> _Problem_:
Go through the data line by line. Copy each one holding the string "road".

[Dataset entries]
-------
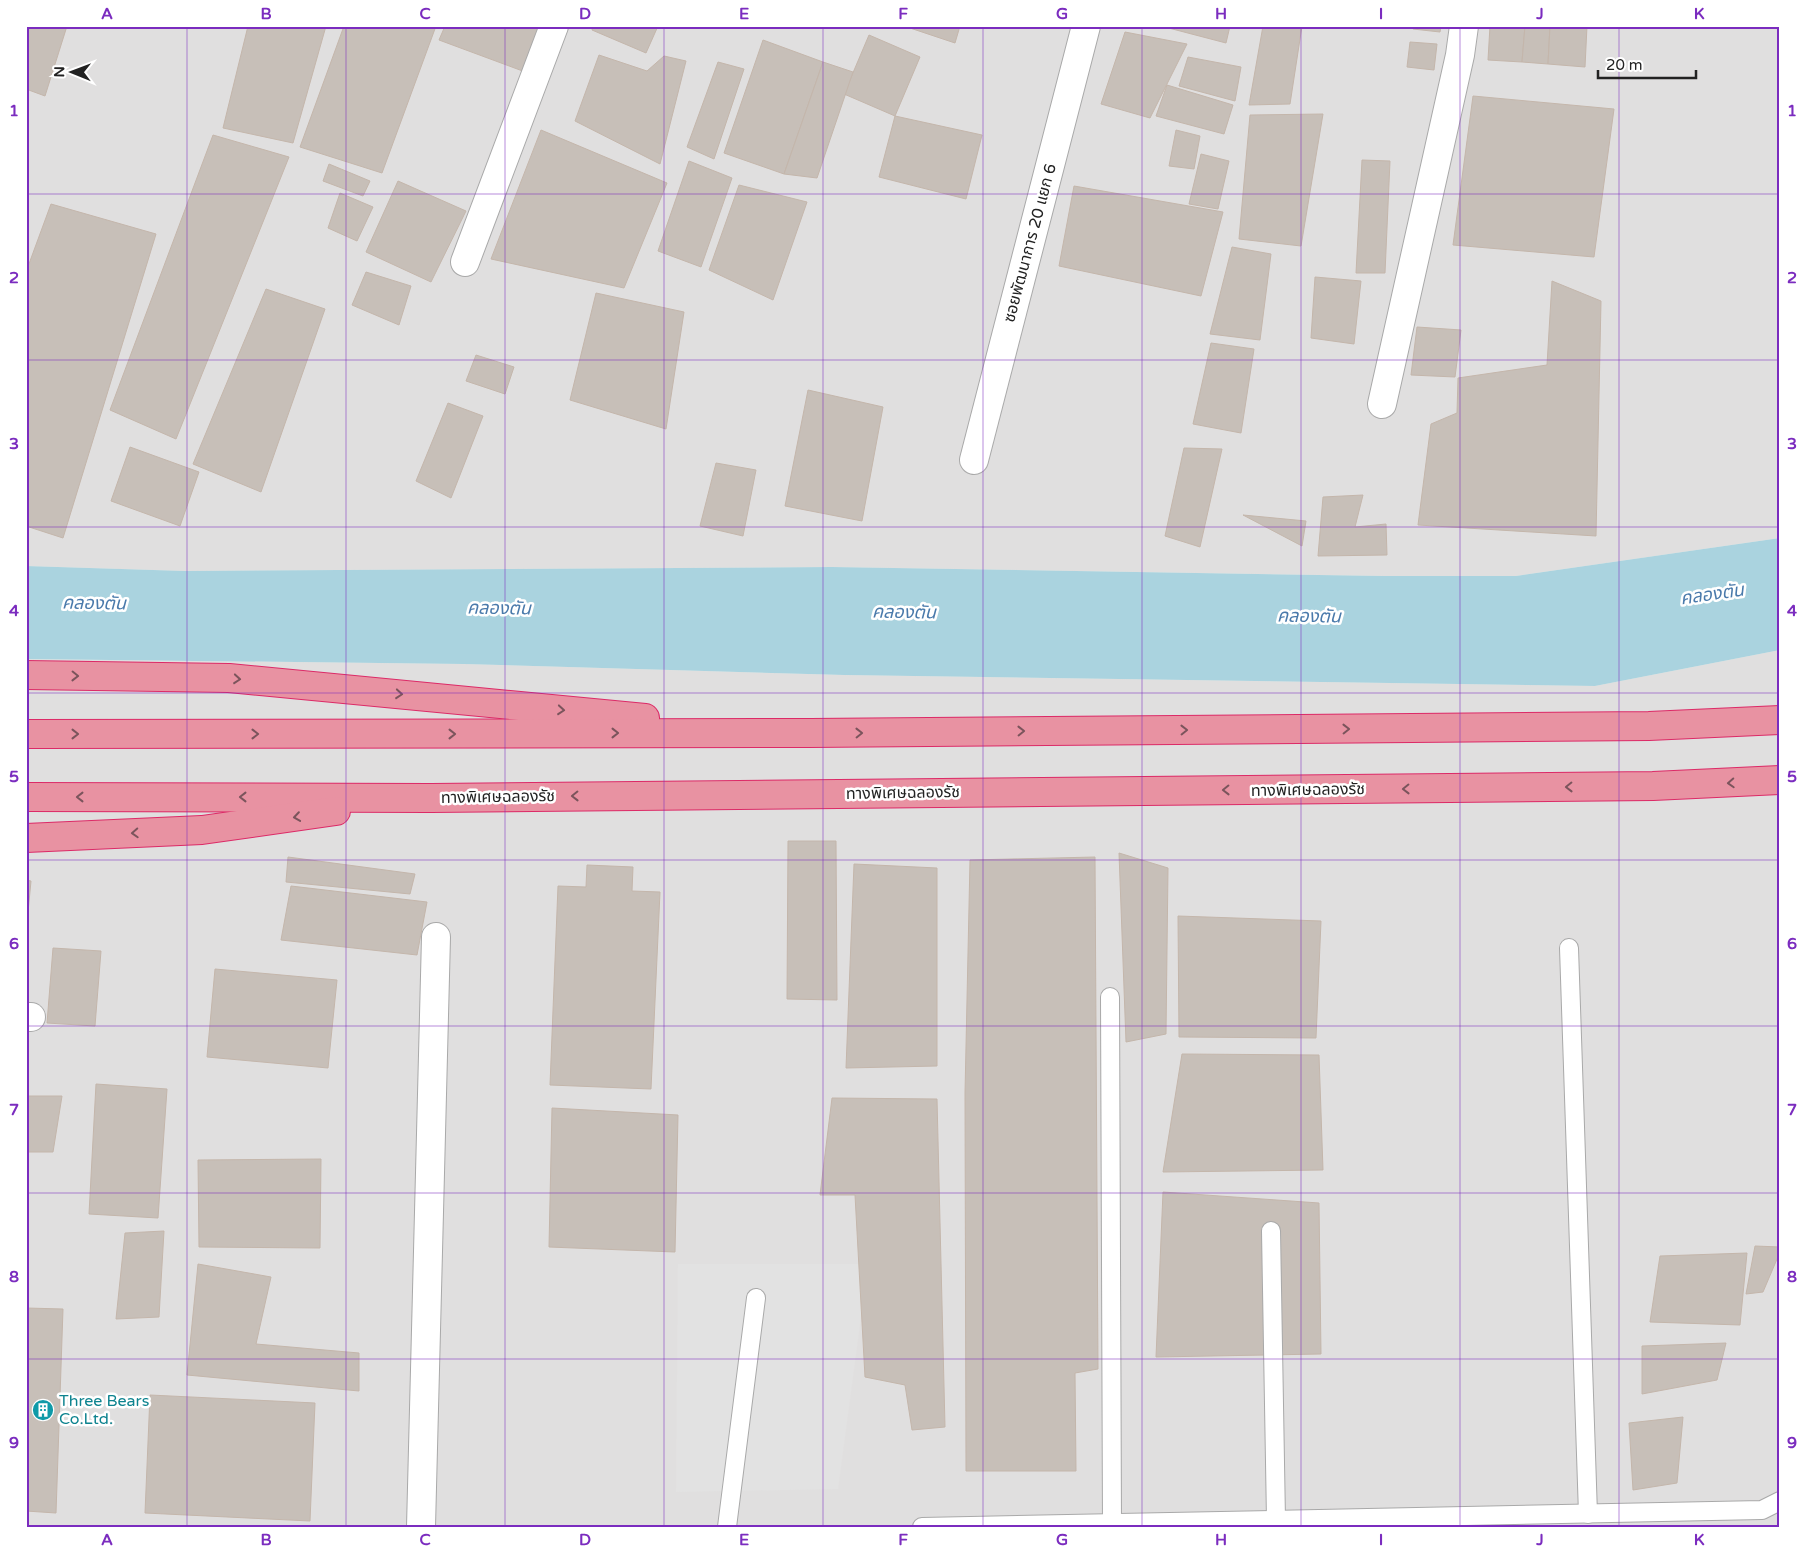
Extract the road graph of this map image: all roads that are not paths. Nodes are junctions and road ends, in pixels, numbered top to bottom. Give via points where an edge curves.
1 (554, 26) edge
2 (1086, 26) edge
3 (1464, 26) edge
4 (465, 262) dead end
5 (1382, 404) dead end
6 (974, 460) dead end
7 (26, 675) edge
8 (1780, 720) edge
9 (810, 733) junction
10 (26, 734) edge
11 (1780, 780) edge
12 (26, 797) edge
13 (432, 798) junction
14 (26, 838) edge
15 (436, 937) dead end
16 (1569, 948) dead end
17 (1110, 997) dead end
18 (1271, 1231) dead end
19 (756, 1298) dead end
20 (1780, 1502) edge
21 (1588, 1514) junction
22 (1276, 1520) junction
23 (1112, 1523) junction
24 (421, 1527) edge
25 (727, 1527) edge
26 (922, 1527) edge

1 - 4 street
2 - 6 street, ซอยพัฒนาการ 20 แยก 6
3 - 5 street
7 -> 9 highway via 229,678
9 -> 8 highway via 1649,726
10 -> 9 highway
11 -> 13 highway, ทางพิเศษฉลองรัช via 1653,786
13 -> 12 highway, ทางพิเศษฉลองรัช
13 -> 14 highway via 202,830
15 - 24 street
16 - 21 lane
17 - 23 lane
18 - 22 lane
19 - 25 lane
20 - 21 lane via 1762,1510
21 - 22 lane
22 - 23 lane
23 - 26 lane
-------
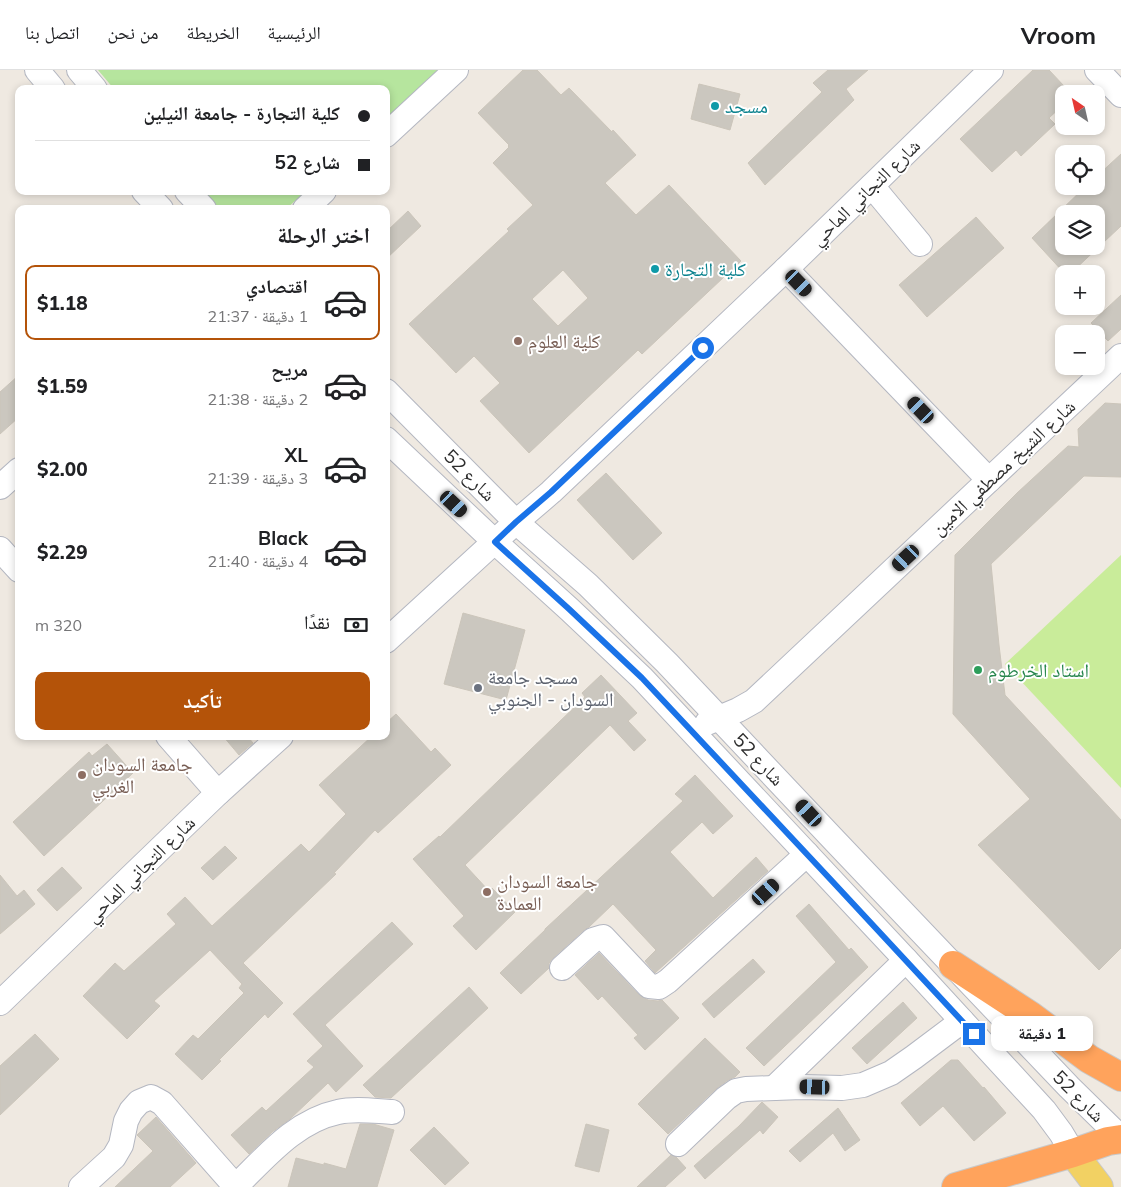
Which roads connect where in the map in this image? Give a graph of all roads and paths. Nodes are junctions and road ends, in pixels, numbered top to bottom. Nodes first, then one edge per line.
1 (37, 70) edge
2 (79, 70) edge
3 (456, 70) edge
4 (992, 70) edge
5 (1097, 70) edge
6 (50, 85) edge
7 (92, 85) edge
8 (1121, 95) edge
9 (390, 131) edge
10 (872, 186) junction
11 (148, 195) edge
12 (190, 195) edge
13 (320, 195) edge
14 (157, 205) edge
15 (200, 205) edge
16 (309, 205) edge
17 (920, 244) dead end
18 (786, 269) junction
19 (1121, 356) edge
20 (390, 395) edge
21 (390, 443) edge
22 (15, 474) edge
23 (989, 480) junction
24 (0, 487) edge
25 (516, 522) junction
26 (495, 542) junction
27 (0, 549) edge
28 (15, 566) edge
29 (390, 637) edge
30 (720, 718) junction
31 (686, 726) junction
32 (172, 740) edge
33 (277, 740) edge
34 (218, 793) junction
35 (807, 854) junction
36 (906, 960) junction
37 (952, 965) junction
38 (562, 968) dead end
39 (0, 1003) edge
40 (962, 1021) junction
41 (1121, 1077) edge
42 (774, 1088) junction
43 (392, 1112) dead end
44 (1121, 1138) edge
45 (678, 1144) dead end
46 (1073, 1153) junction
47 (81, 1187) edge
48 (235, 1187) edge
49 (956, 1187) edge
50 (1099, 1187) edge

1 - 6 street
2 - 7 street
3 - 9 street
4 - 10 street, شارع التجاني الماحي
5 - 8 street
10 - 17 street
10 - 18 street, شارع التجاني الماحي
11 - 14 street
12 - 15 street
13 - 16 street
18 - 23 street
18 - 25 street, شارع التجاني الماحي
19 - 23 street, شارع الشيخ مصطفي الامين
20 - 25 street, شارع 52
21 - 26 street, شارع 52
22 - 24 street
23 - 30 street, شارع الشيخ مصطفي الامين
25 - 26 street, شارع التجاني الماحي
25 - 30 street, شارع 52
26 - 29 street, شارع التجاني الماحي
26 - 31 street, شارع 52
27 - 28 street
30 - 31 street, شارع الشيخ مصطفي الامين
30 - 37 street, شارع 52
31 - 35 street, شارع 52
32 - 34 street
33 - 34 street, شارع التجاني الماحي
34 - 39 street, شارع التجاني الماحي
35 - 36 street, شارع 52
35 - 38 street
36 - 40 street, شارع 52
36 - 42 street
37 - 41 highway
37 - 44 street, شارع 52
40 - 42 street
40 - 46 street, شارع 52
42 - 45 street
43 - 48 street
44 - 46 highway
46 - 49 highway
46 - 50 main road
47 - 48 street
-------
> _Response to this exercise_:
Extract the road graph of this map image: all roads that are not paths. Nodes are junctions and road ends, in pixels, numbered top to bottom. Give via points where an edge curves.
Which roads connect where in the map in this image? Give a graph of all roads and paths. Nodes are junctions and road ends, in pixels, numbered top to bottom. Nodes first, then one edge per line.
46 - 50 main road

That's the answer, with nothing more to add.